Ph.D, University of Minnesota, 2001
Professional Summary/CV [.PDF]
Department of Psychology, Faculty of Arts and Sciences, Camden; Rutgers
Areas of Interest
Mental health problems in children, adolescents, and young adults, Internalizing disorders, Externalizing disorders, Substance dependence in youth.
Method and Theory in Psychology, Theories of Psychotherapy, Developmental Psychopathology, Abnormal Psychology, Cross-Cultural Development and Mental Health, Clinical Psychology, Internalizing and Externalizing Disorders in Children.
Memberships and Professional Service
American Psychological Association, American Psychological Society, International Society for Research on Child and Adolescent Psychopathology.
Grants, Honors, and Awards
National Institute on Drug Abuse at the National Institutes of Health: “Longitudinal Relations Between Internalizing Disorders and Substance Use Problems” P.I., 2007-2012; Alcoholic Beverage Medical Research Foundation: “Longitudinal Associations Between Depressive Symptoms and Alcohol Use and Alcohol Problems” P.I., 2006-2007; National Institute on Drug Abuse at the National Institutes of Health invitation to participate in a Research Training Institute and travel award, 2006; National Institute on Drug Abuse at the National Institutes of Health competitive travel award and invitation to participate in an Early Career Investigators’ event at the American Psychological Association annual convention, 2005; Bildner Family Foundation Intercultural Fellowship: “Intercultural Perspectives on Abnormal Psychology” competitive extension, P.I., 2005-2006; National Institute on Drug Abuse at the National Institutes of Health: “Child Psychopathology and Risk for Drug Use Disorders,” P.I.; 2003-2005.
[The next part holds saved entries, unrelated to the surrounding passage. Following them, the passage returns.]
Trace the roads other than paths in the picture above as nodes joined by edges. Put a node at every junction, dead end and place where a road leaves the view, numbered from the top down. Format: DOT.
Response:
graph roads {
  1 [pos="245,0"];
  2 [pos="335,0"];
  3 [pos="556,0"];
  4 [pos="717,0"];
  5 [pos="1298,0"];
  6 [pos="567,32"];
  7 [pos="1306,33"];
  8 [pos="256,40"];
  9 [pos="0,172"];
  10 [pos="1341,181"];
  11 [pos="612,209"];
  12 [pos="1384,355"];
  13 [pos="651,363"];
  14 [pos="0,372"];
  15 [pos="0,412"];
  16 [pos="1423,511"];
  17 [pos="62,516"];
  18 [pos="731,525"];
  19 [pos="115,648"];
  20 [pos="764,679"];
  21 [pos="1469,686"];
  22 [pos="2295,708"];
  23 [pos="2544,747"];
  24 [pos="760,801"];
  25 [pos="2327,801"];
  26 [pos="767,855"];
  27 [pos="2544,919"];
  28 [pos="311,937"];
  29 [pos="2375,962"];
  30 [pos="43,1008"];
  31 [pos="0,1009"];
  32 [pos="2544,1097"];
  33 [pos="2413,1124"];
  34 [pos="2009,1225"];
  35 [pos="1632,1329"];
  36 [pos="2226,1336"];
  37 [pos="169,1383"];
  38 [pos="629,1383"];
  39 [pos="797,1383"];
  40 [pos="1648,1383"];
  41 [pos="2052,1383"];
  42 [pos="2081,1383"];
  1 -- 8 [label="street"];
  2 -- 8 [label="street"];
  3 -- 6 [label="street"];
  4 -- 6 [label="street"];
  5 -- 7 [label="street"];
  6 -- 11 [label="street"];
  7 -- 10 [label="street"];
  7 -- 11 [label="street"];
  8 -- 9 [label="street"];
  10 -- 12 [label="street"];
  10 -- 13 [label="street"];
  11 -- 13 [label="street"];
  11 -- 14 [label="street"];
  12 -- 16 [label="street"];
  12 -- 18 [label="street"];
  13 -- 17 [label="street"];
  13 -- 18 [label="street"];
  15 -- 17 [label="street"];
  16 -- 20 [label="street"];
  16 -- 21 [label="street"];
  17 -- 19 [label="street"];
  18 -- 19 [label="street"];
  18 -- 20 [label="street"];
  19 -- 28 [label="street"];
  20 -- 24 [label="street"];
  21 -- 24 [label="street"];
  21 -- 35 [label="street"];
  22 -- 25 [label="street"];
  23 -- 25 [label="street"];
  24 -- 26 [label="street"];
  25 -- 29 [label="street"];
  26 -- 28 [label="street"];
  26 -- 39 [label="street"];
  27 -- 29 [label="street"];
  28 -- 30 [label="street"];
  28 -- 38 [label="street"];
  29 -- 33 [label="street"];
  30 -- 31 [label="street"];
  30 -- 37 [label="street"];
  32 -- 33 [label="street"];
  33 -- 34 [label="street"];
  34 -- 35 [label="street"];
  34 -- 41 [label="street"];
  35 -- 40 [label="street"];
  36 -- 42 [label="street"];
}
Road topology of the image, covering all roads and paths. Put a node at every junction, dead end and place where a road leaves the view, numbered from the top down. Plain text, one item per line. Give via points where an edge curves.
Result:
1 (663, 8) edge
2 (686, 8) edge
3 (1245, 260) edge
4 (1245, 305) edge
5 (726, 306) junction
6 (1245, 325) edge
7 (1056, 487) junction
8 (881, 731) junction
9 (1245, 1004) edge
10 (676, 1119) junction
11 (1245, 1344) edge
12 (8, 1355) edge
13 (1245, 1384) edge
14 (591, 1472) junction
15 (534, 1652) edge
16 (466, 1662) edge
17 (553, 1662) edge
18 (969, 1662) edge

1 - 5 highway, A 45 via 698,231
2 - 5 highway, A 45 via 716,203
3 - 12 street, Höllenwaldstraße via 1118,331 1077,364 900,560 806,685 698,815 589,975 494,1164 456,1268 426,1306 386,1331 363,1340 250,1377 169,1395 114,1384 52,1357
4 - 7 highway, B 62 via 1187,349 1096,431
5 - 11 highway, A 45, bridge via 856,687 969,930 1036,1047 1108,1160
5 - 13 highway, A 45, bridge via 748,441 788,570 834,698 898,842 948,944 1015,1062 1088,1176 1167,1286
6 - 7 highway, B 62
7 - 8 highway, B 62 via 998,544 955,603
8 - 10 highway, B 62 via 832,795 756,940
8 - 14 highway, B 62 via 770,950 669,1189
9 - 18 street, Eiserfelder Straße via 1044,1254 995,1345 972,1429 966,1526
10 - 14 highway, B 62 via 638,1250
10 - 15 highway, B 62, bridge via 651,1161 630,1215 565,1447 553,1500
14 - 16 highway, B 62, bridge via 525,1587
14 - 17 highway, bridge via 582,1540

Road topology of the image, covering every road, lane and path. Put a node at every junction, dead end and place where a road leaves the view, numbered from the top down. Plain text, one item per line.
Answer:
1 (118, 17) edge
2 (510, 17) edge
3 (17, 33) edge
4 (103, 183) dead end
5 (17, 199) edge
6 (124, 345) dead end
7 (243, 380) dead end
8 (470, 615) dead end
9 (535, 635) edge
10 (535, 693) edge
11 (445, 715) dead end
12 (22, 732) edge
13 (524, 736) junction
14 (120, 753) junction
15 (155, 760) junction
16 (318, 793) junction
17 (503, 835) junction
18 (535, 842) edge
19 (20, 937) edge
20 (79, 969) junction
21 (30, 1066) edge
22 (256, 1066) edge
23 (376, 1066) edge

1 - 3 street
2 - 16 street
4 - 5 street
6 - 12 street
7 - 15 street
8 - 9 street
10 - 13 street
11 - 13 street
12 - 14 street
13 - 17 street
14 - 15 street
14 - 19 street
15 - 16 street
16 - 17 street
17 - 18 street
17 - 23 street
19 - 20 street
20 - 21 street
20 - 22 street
Academic Interests and Plans
The goal of my research is to inform our understanding of mental health problems in children, adolescents, and young adults. To that end, my research focuses on the associations among internalizing disorders (especially depression), externalizing disorders (especially conduct disorder), and substance dependence in youth. I address two related questions: (1) how are these forms of psychopathology associated with each other, both concurrently and longitudinally? (2) how are these disorders associated with family factors? Both lines of research have implications for our understanding of the basic nature of psychopathology and for prevention and treatment efforts.